*Your task*. Among the entries below, find every line that contains the string "Decatur", then copy it.

===== The records

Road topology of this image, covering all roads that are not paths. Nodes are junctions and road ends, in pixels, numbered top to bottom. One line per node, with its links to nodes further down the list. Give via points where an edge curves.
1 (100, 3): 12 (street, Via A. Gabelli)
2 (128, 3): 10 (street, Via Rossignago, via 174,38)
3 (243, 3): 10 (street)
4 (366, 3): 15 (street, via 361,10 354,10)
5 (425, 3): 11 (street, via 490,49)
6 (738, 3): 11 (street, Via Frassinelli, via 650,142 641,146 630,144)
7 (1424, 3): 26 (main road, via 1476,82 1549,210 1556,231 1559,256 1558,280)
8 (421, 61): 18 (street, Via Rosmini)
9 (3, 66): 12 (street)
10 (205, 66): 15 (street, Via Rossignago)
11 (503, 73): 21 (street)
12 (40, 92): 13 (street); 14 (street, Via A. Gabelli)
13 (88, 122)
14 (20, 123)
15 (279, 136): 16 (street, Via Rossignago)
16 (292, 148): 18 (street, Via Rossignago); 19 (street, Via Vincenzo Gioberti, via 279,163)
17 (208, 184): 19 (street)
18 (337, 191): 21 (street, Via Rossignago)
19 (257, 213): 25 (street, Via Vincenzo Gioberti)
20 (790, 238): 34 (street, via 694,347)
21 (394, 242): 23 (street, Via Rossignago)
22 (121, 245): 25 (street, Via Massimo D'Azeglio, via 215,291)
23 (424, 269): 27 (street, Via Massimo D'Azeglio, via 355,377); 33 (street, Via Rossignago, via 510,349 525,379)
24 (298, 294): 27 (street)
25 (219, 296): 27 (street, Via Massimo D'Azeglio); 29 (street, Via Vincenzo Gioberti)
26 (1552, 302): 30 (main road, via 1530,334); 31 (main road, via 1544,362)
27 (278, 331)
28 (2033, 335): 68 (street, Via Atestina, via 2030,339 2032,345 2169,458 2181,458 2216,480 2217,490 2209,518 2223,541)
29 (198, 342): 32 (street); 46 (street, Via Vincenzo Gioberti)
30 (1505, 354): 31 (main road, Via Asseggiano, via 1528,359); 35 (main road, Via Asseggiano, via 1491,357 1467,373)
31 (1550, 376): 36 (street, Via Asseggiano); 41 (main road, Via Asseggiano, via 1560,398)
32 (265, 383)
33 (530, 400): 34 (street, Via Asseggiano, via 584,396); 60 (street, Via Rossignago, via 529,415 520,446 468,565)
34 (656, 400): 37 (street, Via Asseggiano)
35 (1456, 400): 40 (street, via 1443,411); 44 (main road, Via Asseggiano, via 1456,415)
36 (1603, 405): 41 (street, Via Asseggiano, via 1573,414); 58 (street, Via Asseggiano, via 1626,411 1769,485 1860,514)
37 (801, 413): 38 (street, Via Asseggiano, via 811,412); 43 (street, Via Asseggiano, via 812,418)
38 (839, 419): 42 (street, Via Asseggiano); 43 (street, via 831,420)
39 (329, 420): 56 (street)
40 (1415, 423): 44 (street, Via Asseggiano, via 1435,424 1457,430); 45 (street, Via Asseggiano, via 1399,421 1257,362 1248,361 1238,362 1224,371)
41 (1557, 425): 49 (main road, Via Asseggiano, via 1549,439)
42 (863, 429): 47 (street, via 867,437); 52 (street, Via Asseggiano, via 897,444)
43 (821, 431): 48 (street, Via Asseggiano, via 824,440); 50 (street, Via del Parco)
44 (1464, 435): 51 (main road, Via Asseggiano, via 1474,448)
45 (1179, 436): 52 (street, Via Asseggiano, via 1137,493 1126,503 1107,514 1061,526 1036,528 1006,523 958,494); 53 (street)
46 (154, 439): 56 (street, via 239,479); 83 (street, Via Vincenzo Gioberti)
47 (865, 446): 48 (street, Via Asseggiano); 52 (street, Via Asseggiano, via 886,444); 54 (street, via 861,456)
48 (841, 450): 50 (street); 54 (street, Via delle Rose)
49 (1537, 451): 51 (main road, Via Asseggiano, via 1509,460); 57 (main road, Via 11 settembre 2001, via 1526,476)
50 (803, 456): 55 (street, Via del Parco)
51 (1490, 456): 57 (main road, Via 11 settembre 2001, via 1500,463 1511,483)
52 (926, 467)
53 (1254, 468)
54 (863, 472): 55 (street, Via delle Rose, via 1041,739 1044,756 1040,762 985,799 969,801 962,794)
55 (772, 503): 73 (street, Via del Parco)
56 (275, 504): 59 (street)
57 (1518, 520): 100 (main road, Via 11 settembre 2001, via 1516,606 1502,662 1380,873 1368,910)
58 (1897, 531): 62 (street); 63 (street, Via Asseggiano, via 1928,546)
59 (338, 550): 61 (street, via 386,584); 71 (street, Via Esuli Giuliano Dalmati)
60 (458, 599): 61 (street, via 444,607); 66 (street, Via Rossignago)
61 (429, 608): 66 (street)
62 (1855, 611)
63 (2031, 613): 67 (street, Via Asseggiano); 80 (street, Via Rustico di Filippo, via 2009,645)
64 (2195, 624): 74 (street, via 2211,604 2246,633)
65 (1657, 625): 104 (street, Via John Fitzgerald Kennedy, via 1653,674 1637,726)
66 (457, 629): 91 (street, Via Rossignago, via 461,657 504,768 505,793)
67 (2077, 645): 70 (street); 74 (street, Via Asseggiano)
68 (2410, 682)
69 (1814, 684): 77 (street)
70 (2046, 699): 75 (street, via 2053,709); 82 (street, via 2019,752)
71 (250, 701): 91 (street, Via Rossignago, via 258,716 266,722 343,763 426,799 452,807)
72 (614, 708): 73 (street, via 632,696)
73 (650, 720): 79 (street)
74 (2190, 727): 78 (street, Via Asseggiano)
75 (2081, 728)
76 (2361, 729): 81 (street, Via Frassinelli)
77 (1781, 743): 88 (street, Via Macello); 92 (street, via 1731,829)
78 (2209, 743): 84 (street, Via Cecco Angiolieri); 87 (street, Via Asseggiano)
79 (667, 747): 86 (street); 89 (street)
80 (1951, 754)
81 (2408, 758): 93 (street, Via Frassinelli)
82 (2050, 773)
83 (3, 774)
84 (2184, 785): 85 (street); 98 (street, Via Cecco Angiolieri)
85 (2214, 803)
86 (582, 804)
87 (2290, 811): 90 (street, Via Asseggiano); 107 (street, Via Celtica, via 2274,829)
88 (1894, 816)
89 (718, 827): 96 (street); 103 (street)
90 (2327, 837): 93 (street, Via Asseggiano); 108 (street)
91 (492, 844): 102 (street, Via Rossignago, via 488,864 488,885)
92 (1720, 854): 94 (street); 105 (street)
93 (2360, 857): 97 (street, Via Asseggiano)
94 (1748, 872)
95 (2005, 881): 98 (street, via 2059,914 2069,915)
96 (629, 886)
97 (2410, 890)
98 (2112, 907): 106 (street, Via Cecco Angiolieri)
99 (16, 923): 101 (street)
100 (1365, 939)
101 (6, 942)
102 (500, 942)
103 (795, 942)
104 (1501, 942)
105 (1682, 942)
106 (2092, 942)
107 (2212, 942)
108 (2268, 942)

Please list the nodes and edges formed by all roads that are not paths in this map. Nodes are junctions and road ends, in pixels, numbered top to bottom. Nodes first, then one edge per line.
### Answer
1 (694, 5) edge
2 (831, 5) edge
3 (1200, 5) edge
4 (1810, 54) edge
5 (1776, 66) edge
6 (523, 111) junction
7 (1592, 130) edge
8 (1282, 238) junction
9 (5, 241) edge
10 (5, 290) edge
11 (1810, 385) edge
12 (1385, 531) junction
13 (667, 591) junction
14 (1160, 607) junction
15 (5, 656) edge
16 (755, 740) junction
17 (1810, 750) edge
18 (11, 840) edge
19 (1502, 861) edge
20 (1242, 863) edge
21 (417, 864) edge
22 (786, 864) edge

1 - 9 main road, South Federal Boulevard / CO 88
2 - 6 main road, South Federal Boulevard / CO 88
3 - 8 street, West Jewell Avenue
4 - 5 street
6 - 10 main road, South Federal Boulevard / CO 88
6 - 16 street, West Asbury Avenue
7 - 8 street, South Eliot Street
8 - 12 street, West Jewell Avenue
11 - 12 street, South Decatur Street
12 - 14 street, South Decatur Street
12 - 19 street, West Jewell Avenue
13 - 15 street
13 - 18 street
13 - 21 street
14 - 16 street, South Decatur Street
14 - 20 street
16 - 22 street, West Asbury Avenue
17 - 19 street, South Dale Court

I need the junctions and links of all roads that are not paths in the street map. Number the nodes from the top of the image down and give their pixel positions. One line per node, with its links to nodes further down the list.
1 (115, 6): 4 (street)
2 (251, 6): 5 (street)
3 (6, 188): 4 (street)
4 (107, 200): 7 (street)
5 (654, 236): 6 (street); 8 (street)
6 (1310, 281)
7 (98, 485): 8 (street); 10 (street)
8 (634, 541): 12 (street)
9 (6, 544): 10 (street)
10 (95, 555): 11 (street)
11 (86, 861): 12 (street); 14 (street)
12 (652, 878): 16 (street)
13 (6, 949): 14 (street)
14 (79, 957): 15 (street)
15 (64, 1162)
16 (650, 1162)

==========

*Written answer*.
11 - 12 street, South Decatur Street
12 - 14 street, South Decatur Street
14 - 16 street, South Decatur Street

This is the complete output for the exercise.